Ein Jahr später, nach dem Corona-Hilfspaket mit einem Volumen von 1,8 Mrd. Euro und nach der Ausgabe von 509.000 Neuen TUI Aktien zu 1,07 Euro steht der Kurs bei 6,62 Euro (4,11 Euro TUI zzgl. 2,51 Euro für das Bezugsrecht). Die Marktkapitalisierung beträgt somit 7,3 Mrd. Euro, die Schulden stehen bei 6,4 Mrd. Euro (zuzüglich zu den Corona-Hilfen hat TUI auch selber kräftig Schulden gemacht). Der Unternehmenswert ohne Schulden liegt damit bei 13,7 Mrd. Euro. TUI ist somit heute doppelt soviel Wert, obwohl sich der Umsatz halbiert hat.

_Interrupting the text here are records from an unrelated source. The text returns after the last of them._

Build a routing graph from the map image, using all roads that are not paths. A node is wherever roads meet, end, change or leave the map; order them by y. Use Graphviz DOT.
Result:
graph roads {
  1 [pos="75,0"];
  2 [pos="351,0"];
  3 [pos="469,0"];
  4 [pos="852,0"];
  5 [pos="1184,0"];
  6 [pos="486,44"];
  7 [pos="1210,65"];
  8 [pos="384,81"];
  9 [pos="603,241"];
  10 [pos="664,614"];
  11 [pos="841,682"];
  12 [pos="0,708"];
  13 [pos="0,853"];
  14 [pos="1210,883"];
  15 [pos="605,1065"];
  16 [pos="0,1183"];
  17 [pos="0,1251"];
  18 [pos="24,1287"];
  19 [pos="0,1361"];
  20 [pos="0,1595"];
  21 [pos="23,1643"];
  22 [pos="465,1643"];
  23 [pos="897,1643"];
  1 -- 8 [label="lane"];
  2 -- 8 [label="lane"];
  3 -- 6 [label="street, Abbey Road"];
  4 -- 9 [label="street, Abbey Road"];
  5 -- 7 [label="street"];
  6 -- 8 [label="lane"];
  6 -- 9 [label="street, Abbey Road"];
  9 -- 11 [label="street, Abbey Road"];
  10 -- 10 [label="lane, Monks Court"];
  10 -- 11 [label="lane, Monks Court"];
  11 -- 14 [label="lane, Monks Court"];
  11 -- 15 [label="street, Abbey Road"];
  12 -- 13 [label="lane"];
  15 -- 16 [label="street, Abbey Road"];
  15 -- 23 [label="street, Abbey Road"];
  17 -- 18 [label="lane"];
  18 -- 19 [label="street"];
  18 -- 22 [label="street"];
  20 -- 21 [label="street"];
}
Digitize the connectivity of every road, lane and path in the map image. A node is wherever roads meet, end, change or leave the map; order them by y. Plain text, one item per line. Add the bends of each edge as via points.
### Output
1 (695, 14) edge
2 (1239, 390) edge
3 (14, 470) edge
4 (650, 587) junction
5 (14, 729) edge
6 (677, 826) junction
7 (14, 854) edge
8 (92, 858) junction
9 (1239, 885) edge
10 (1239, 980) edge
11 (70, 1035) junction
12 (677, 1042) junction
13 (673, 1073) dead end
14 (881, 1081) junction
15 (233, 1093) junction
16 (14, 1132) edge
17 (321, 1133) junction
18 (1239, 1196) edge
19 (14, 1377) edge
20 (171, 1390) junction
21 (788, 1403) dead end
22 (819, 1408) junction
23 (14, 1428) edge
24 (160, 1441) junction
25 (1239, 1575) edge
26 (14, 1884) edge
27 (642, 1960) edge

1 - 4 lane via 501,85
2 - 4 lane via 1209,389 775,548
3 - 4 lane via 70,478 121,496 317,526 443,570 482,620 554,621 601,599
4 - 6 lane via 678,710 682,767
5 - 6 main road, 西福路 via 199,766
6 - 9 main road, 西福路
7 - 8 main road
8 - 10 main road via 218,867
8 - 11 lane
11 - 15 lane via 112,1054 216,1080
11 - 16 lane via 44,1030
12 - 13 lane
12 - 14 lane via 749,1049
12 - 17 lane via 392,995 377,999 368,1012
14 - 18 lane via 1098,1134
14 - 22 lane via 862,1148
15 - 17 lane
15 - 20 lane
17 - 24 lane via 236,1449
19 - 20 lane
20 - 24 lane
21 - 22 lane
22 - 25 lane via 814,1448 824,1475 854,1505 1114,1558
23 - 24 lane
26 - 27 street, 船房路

Nun hat der Bund (Wirtschaftsstabilisierungsfonds) noch die Option, weitere 420 Mio. Aktien zum Kurs von 1 Euro zu erwerben. Wenn der Bund diese Option beispielsweise ende 2022 ausübt, fließen der TUI 420 Mio. Euro in bar zu, gleichzeitig erhöht sich die Anzahl der Aktien um 420 Mio. auf 1,52 Mio. Es würde sich, wenn wir weiterhin von einem rechnerischen Aktienkurs von 5 Euro ausgehen, eine Marktkapitalisierung von 7,6 Mrd. Euro ergeben. Gleichzeitig würde die Nettoschuld zuzüglich zu den geplanten Rückzahlungen um weitere 420 Mio. Euro vermindert, weil dieser Teil der Coronahilfe dann ja nicht mehr zurück bezahlt werden müsste.
Analysten gehen davon aus, dass ohne diese Wandlung Ende 2022 der Schuldenstand auf 4,2 Mrd. Euro zurückgeführt sein wird. Streichen wir dann noch weitere 420 Euro an schulden und führen wir gleichzeitig 420 Mio. Euro an Barmitteln zu, dann ergibt sich eine neue Nettoschuld von 3,2 Mrd. Euro. Die Marktkapitalisierung läge dann bei 5 Euro x 1,52 Mrd. Stück Aktien = 7,6 Mrd. Euro. Zuzüglich den Nettoschulden ergibt sich eine Bewertung des Geschäfts von TUI von 10,8 Mrd. Euro.
Also: Vor Corona lag der geschäftswert bei 6,5 Mrd. Euro, nach Corona und nach Wandlung bei 10,8 Mrd. Euro. Vor Corona lag der Jahresumsatz bei 19 Mrd. Euro, im Jahr 2022 soll der Umsatz wieder auf dieses Niveau angestiegen sein. Warum also 10,8 Mrd. Euro für ein Geschäft bezahlen, das vor Corona nur 6,5 Mrd. Euro wert war, fragen nun die Kritiker.
Die Antwort ist ganz einfach: Weil die Welt nach Corona für TUI besser ist, als vor Corona. Anfang 2020 hatte TUI exorbitante Sonderaufwendungen aufgrund des Desasters um die Boeing 737MAX zu tragen: es wurden Flieger für 100 Mio. Euro pro Monat gemietet. Die Schuldfrage war ungeklärt, schlimmstenfalls würde TUI auf diesen Kosten sitzen bleiben.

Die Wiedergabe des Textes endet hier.